_Prompt_.
Tally every line in the following material that has the word "pinky" in it, and answer with that figure alone.

****

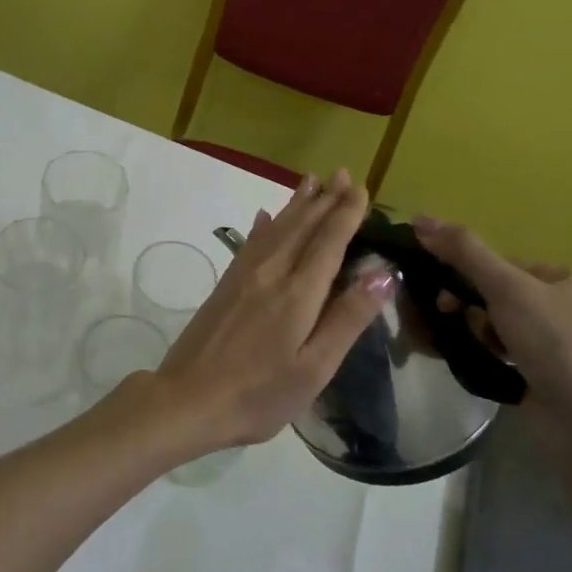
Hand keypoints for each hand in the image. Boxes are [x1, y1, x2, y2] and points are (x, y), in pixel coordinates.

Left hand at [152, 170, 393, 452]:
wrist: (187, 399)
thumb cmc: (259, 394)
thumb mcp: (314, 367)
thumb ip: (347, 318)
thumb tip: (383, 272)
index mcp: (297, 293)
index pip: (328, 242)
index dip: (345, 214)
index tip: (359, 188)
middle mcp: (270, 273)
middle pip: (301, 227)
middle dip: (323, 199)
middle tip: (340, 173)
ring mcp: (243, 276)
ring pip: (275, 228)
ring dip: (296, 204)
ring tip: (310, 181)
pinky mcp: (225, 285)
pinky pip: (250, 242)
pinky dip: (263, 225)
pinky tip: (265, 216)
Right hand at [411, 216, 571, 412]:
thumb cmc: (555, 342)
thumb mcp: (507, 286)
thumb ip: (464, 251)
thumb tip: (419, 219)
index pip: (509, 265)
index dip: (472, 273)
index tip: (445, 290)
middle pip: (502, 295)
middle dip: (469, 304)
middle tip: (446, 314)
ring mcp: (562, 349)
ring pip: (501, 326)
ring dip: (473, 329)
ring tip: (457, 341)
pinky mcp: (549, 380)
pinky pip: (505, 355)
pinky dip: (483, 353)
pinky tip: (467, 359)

****

_Task answer_.
8